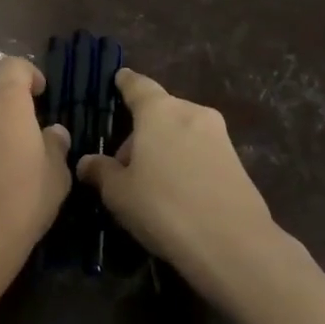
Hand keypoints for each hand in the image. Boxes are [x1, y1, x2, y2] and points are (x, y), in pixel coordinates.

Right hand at [77, 69, 312, 306]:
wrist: (233, 244)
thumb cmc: (164, 207)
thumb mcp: (118, 193)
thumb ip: (101, 171)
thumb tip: (87, 162)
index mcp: (159, 111)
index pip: (138, 85)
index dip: (125, 83)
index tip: (119, 78)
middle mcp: (191, 113)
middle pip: (160, 112)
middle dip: (141, 132)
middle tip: (123, 165)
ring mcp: (219, 136)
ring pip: (181, 132)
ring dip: (163, 148)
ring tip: (149, 183)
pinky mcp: (237, 162)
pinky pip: (200, 152)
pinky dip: (184, 162)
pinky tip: (176, 193)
++++++++
| Work item |
Transcribe all the records above word for word, without their images.

| Problem solution |
Hand keypoints for each hand in the image. Boxes are [x1, y1, x2, y2] and points are (x, y), in pixel coordinates.

Right hand at [77, 69, 312, 306]:
wrist: (233, 244)
thumb cmc: (164, 207)
thumb mcp: (118, 193)
thumb ip: (101, 171)
thumb tip: (87, 162)
index mcp: (159, 111)
index pip: (138, 85)
index dip: (125, 83)
index tip: (119, 78)
middle mcp: (191, 113)
middle pip: (160, 112)
middle dip: (141, 132)
middle tip: (123, 165)
ring mcp: (219, 136)
ring pip: (181, 132)
ring dip: (163, 148)
ring tip: (149, 183)
pinky mcp: (237, 162)
pinky pip: (200, 152)
pinky dip: (184, 162)
pinky tip: (176, 193)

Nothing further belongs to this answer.